It all started in a 16th-century Turkish bath house. In 2015, Oliver Beer was doing a performance in the hammam—one of his musical installations that employ the natural sounds of a space as their medium—when Sheena Wagstaff, the Met’s Chairman of Modern and Contemporary Art, discovered the young British-born artist. Now, the Met has made history by inviting Beer to be the first-ever artist commissioned to make a sound installation for the museum. Over the past few years, Beer has been working with the museum’s collection to build “Vessel Orchestra” with 32 objects from the Met’s collection, ranging from a Qing Dynasty vase to Ettore Sotsass’s iconic Shiva vase from 1973. Cultured checked in with Beer to learn a bit more about his practice.
You’ve been working on this project for three years, auditioning objects from the Met’s collection to figure out their natural pitch (the sound that is made when you hold the object up to your ear) and then building an orchestra of objects that range from low C to high G on the musical scale. How do you figure out the pitch of the objects? You can hear the musicality of an empty space whether it’s a wine glass or a sea-shell or a Chinese vase just by putting your ear to the opening. Every empty space has its own musical pitch according to its geometry and volume, this pitch remains unchanged since the day it was made.
Was there any consideration of the aesthetic qualities or history of the object or was it purely acoustic? The organizing principle for the exhibition was to privilege the acoustic qualities of the objects in order to perceive them in a totally new way; but at its heart this is an exhibition of aesthetically unique and culturally charged objects. By listening to them to find ones that resonate perfectly in harmony with each other, we brought together objects that would never have been associated with each other; from every corner of history. The sound of the vessels is completely indifferent to their cultural origin and historical significance; it’s a kind of levelling of the cultural and aesthetic playing field. The Met was very open minded and generously gave me access to hundreds of objects in both storage and the galleries, which have phenomenally diverse histories and origins.
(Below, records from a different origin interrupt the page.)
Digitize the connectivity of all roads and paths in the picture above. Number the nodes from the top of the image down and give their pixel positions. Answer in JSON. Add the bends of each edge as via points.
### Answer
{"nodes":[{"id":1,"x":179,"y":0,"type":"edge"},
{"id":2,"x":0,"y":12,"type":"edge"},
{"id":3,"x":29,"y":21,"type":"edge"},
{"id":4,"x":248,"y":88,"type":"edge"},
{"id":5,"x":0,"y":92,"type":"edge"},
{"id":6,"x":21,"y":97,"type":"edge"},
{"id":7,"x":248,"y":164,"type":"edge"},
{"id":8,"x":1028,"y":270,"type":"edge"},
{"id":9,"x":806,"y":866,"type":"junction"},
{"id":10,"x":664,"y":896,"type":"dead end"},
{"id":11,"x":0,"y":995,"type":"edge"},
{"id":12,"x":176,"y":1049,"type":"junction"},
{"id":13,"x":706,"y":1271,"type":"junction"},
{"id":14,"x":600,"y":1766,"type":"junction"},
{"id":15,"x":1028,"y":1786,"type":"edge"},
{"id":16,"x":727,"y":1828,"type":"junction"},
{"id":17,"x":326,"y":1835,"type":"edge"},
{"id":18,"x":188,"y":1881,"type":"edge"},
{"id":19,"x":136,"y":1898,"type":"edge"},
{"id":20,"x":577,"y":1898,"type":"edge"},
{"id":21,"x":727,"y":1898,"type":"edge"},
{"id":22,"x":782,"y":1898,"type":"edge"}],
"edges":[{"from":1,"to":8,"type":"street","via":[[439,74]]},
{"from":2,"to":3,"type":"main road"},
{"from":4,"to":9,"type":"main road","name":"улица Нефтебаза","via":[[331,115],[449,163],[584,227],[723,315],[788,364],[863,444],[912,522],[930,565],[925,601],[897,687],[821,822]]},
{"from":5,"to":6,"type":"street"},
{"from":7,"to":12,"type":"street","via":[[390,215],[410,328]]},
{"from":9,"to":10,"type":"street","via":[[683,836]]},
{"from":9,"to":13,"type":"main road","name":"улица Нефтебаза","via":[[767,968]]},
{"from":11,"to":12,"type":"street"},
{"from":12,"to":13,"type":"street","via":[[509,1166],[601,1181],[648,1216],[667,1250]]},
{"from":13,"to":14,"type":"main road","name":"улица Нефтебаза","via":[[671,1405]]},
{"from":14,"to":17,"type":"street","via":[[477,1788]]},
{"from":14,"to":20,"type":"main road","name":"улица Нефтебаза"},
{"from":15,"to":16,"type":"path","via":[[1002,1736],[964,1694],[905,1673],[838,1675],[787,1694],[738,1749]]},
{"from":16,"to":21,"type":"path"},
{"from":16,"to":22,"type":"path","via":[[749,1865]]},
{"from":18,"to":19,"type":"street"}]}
Do you have a favorite object in the orchestra? What makes it so? Every object in the installation has a unique story of survival to tell: how has it survived generations of successive ownership and evolutions in taste. Perhaps I do have a soft spot for the Betty Woodman works (she was the first living female artist and ceramicist to have a solo show at the Met), the Beatrice Wood fish is beautiful; the Joan Miro vase has a tiny cheeky figure near the base which you can easily miss.
You started working in sculpture and at some point began working with sound. When did that transition happen and what caused it? I’ve always worked in both sculpture, music and film without ever thinking about when one medium stops and the other starts. I think I’ve always been aware of the musicality of our environment and that feeds into everything I do. For example, my sound-cuts of two-dimensional sculptures, which are sections of objects, like a physical ultra-sound, are tracing the path of sound through the empty space.
In addition to the sounds works you make, you make works that look like paintings, but that you call two-dimensional sculptures. What is the relationship between the sculptures and the sound installations? Sound is synonymous with space and it’s like a sculptural medium for me. All of the sound installations I make can be thought of as sculptures and all the sculptural pieces are sound installations—as a sculptor, thinking about the world with an acoustic sensitivity opens up so many new perspectives on the materials that surround us, the buildings that envelop us and even our bodies themselves. When you slice through an object, like I do with my two-dimensional sculptures, you perceive it from inside in the way that sound travels and permeates materials. It’s like seeing with your ears, or hearing with your eyes.
What criteria you consider when selecting the objects to include in your sculptures? In many ways they are all deeply personal references but at the same time they are iconic forms. Like the violin, which is a quintessential musical form but also deeply associated with the body and reflects my background in composition and sometimes is a portrait of the singers I have worked with. I’ve also used my first camera, which I sliced lengthways to show how light travels through every one of the lens and mirrors and prisms all the way to the celluloid film.